Arduous Adulting: Act One

Have you ever gone to a new place or tried a new experience and thought to yourself, “I’m never doing that again!” Tell us about it. Thanks for the idea, emilyeggplant!

Source: Never Again

Please remain seated at all times as this is going to be the same old rant-and-rave all over again. In case of inconveniences and emergencies, please proceed to exit by clicking the x-button at the top right of your screen. Thank you.

And so the curtain falls open.

Enter the naive little protagonist as high-spirited as she can be, welcoming this new adventure despite her natural skittishness. She hopped on the plane, went off to learn and explore a foreign land, hoping that she might be able to acquire new skills, meet new people and most importantly to have her own privacy to think about what she wants and what life offers her. Despite her own flaws and limitations, she felt like she grew as a person, achieved the first two on the list just enough, but not the last one. At least not yet, she thinks, and I still have time. Little that she knows, time cannot always tell.

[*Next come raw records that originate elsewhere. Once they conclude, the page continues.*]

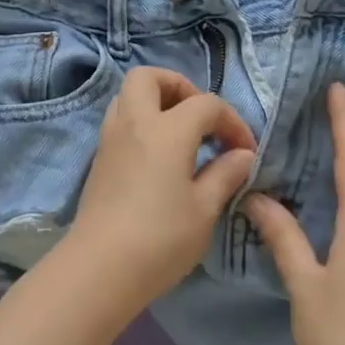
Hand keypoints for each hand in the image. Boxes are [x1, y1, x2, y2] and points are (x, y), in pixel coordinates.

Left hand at [62, 67, 257, 314]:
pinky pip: (119, 120)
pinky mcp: (99, 158)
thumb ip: (225, 175)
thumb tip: (242, 155)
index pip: (205, 104)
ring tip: (179, 134)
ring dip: (155, 101)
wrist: (100, 268)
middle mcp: (134, 122)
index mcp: (166, 130)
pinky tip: (157, 156)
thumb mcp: (204, 210)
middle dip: (178, 87)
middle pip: (149, 77)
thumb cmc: (160, 238)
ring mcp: (111, 138)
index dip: (231, 121)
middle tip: (199, 118)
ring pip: (128, 95)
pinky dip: (140, 123)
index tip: (245, 150)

She continued her journey, holding firmly onto her principle of sensibility, because obviously that’s what everyone needs to do to surviveno? Off she goes to her first conscious, yet not necessarily unstructured, decision to pursue another level of higher education. She walked through the doors of graduate school with determination–she then believes it is the key to a flicker of security that is employment–only to find the process unbearable and the merrier prospect thin.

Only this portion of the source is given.